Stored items
──────────────────────────────

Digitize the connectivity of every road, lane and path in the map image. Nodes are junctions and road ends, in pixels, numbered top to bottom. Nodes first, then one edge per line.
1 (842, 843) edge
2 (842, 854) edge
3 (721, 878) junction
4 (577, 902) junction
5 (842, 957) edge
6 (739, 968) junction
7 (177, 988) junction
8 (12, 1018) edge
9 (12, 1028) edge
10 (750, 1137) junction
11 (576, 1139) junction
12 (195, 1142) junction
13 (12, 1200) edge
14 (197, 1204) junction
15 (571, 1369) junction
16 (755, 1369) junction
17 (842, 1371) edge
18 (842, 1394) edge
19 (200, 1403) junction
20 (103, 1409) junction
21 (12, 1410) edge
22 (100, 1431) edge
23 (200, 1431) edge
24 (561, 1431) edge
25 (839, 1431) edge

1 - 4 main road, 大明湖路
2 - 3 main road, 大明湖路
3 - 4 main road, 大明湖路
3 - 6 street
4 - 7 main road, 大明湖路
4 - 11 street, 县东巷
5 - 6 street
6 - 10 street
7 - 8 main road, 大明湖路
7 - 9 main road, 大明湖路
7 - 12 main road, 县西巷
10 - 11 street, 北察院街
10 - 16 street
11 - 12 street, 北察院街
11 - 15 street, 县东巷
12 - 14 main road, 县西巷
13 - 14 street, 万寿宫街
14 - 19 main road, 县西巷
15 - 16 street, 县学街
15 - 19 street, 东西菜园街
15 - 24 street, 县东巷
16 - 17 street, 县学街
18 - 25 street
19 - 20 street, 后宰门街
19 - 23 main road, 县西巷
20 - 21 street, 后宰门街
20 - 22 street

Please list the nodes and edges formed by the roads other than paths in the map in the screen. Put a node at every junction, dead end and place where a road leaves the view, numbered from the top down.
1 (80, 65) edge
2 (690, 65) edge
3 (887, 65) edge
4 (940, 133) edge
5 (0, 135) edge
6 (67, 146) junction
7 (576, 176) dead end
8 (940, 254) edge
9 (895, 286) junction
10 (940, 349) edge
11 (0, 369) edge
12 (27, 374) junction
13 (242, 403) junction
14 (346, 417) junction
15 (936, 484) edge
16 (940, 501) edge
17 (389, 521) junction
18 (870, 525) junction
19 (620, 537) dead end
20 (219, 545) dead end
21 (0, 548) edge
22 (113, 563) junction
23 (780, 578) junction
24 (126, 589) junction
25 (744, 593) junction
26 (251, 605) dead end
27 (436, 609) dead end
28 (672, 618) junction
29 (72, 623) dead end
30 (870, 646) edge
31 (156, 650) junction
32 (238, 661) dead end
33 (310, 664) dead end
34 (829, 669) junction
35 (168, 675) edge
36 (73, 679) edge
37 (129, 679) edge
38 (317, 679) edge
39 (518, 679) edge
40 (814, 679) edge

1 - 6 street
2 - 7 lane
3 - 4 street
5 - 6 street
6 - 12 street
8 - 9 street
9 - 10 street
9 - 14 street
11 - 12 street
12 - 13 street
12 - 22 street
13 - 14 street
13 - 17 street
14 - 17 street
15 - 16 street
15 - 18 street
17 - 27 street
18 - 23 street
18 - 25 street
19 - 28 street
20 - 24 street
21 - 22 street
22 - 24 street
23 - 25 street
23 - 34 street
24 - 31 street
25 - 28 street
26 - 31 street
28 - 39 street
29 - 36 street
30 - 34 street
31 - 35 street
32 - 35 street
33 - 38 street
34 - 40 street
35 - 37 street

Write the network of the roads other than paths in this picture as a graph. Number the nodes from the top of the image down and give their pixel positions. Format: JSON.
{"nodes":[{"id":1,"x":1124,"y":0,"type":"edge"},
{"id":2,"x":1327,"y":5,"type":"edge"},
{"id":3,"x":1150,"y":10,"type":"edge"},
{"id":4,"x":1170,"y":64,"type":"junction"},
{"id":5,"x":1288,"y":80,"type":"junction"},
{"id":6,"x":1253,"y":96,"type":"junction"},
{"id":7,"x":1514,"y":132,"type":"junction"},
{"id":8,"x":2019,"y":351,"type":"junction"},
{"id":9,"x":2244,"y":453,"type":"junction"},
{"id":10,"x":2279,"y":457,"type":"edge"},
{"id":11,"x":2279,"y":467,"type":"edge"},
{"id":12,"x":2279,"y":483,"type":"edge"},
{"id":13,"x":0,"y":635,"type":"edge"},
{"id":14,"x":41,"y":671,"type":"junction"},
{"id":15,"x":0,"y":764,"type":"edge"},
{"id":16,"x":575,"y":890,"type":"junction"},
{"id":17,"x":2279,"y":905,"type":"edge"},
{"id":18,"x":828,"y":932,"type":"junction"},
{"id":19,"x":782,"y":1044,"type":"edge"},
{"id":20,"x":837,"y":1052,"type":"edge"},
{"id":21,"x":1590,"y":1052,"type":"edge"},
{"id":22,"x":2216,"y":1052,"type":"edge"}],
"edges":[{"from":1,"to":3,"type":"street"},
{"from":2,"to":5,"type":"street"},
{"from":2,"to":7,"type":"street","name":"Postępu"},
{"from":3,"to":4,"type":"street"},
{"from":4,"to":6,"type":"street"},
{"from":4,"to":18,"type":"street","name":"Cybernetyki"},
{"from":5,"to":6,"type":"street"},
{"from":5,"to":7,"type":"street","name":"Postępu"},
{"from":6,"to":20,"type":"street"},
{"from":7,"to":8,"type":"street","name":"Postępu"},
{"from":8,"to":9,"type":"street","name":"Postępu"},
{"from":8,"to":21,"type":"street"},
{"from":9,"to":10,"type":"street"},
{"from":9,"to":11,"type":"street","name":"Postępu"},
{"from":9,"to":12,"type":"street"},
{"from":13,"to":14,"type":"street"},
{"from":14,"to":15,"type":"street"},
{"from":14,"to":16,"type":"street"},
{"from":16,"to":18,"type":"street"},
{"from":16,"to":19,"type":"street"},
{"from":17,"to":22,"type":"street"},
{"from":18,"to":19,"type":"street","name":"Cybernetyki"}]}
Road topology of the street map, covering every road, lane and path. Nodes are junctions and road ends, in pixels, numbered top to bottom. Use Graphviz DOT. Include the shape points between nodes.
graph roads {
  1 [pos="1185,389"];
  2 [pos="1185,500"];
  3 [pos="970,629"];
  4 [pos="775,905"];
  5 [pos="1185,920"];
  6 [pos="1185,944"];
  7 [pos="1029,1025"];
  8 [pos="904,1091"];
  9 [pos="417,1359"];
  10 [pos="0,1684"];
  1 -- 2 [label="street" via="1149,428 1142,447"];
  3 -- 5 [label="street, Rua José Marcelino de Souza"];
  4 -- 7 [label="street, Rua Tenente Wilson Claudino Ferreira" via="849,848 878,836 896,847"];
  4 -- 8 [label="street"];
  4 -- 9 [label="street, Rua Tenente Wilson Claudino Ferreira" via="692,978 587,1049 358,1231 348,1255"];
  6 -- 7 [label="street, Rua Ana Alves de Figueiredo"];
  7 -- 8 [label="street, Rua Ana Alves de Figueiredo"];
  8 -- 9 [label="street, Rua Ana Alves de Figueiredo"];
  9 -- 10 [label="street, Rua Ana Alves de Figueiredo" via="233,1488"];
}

──────────────────────────────

Give only how many lines above hold "Figueiredo".

▸ YOUR SOLUTION: 4